# Click-to-Label: SAM-Powered Manual Annotation

**Purpose**: Label ANY object (even new classes like Hammer) by clicking on it.

**How it works**:
1. Upload your images.
2. Click on objects in each image.
3. SAM automatically segments the clicked object.
4. Type the class name.
5. Download YOLO-format labels.

In [None]:
# Step 1: Install Dependencies
!pip install segment-anything opencv-python-headless
!pip install ipywidgets

In [None]:
# Step 2: Upload Images
import os
import zipfile
from google.colab import files

os.makedirs("input_images", exist_ok=True)
os.makedirs("output_labels", exist_ok=True)

IMAGES_DIR = "input_images"
LABELS_DIR = "output_labels"

print("--- UPLOAD IMAGES ---")
print("Upload a ZIP of images OR individual image files.")

uploaded = files.upload()

for filename in uploaded.keys():
    if filename.endswith('.zip'):
        with zipfile.ZipFile(filename, 'r') as z:
            z.extractall(IMAGES_DIR)
        print(f"Extracted zip to {IMAGES_DIR}")
    else:
        os.rename(filename, os.path.join(IMAGES_DIR, filename))
        print(f"Moved {filename} to {IMAGES_DIR}")

# List images
image_files = []
for root, dirs, fnames in os.walk(IMAGES_DIR):
    for f in fnames:
        if f.lower().endswith(('.jpg', '.png', '.jpeg')):
            image_files.append(os.path.join(root, f))

print(f"Found {len(image_files)} images.")

In [None]:
# Step 3: Load SAM Model
import torch
from segment_anything import sam_model_registry, SamPredictor

SAM_CHECKPOINT = "sam_vit_h_4b8939.pth"
if not os.path.exists(SAM_CHECKPOINT):
    print("Downloading SAM checkpoint...")
    !wget -q https://dl.fbaipublicfiles.com/segment_anything/sam_vit_h_4b8939.pth
    print("Downloaded!")

DEVICE = "cuda" if torch.cuda.is_available() else "cpu"
print(f"Using device: {DEVICE}")

sam = sam_model_registry["vit_h"](checkpoint=SAM_CHECKPOINT)
sam.to(device=DEVICE)
predictor = SamPredictor(sam)
print("SAM Model Loaded!")

In [None]:
# Step 4: Interactive Click-to-Label
import cv2
import numpy as np
from google.colab.patches import cv2_imshow
from google.colab import output

# Store all labels
all_labels = {}  # {image_path: [(class_name, x_center, y_center, width, height), ...]}
class_names = set()  # Track all unique class names

def get_bounding_box_from_mask(mask):
    """Convert a binary mask to YOLO format bounding box."""
    rows = np.any(mask, axis=1)
    cols = np.any(mask, axis=0)
    
    if not np.any(rows) or not np.any(cols):
        return None
    
    y_min = np.where(rows)[0][0]
    y_max = np.where(rows)[0][-1]
    x_min = np.where(cols)[0][0]
    x_max = np.where(cols)[0][-1]
    
    return x_min, y_min, x_max, y_max

def label_image(img_path):
    """Label a single image interactively."""
    image = cv2.imread(img_path)
    image_rgb = cv2.cvtColor(image, cv2.COLOR_BGR2RGB)
    h, w = image.shape[:2]
    
    predictor.set_image(image_rgb)
    
    labels_for_image = []
    display_image = image.copy()
    
    print(f"\n--- Labeling: {os.path.basename(img_path)} ---")
    print("Image size:", w, "x", h)
    cv2_imshow(display_image)
    
    while True:
        print("\nEnter click coordinates (x y) or 'done' to finish this image:")
        user_input = input().strip()
        
        if user_input.lower() == 'done':
            break
        
        try:
            parts = user_input.split()
            click_x = int(parts[0])
            click_y = int(parts[1])
        except:
            print("Invalid input.

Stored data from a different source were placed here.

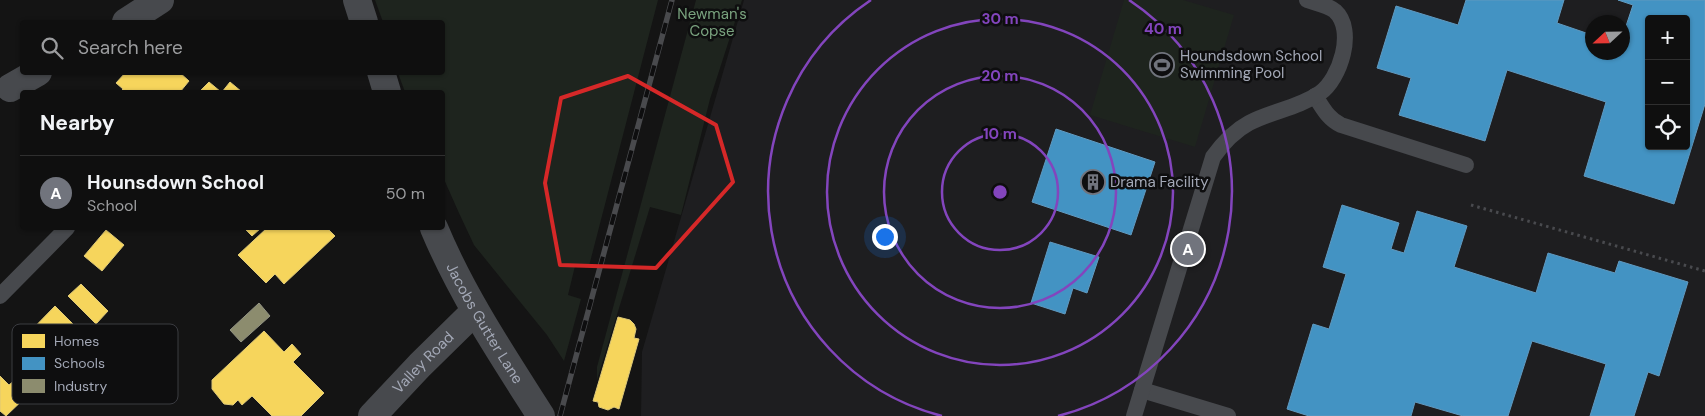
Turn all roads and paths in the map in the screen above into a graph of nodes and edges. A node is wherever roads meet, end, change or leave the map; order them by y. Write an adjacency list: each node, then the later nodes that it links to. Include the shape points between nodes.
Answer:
1 (160, 0): 4 (street)
2 (357, 0): 5 (street)
3 (1307, 0): 8 (lane, via 1334,11 1343,21 1346,35 1338,68 1330,83)
4 (129, 20)
5 (363, 20)
6 (381, 75): 7 (street)
7 (386, 90)
8 (1315, 96): 9 (lane, via 1325,113 1341,126); 16 (lane, via 1249,123 1223,142 1213,157)
9 (1466, 165)
10 (1471, 205): 13 (path)
11 (65, 230): 14 (lane)
12 (435, 230): 15 (street, Jacobs Gutter Lane)
13 (1705, 271)
14 (0, 296)
15 (475, 311): 17 (street, Valley Road); 18 (street, Jacobs Gutter Lane)
16 (1142, 390): 19 (lane); 20 (lane)
17 (372, 416)
18 (541, 416)
19 (1134, 416)
20 (1228, 416)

Use format: x y (e.g., 150 200)")
            continue
        
        # Run SAM prediction
        input_point = np.array([[click_x, click_y]])
        input_label = np.array([1])  # 1 = foreground
        
        masks, scores, _ = predictor.predict(
            point_coords=input_point,
            point_labels=input_label,
            multimask_output=True,
        )
        
        # Use the best mask
        best_idx = np.argmax(scores)
        mask = masks[best_idx]
        
        # Get bounding box
        bbox = get_bounding_box_from_mask(mask)
        if bbox is None:
            print("No object found at that location.")
            continue
        
        x_min, y_min, x_max, y_max = bbox
        
        # Draw on display image
        color = (0, 255, 0)
        cv2.rectangle(display_image, (x_min, y_min), (x_max, y_max), color, 2)
        cv2.circle(display_image, (click_x, click_y), 5, (255, 0, 0), -1)
        
        # Show updated image
        output.clear()
        print(f"--- Labeling: {os.path.basename(img_path)} ---")
        cv2_imshow(display_image)
        print(f"\nDetected box: ({x_min}, {y_min}) to ({x_max}, {y_max})")
        
        # Ask for class name
        print("Enter class name for this object:")
        class_name = input().strip()
        
        if class_name:
            # Convert to YOLO format (normalized)
            x_center = ((x_min + x_max) / 2) / w
            y_center = ((y_min + y_max) / 2) / h
            box_w = (x_max - x_min) / w
            box_h = (y_max - y_min) / h
            
            labels_for_image.append((class_name, x_center, y_center, box_w, box_h))
            class_names.add(class_name)
            
            # Draw label text
            cv2.putText(display_image, class_name, (x_min, y_min - 10), 
                        cv2.FONT_HERSHEY_SIMPLEX, 0.6, color, 2)
            
            print(f"Added: {class_name}")
    
    return labels_for_image

print("Ready to start labeling!")
print(f"You have {len(image_files)} images to label.")

In [None]:
# Step 5: Label All Images
# Run this cell to start the labeling process

for img_path in image_files:
    labels = label_image(img_path)
    all_labels[img_path] = labels
    print(f"\nLabeled {len(labels)} objects in {os.path.basename(img_path)}")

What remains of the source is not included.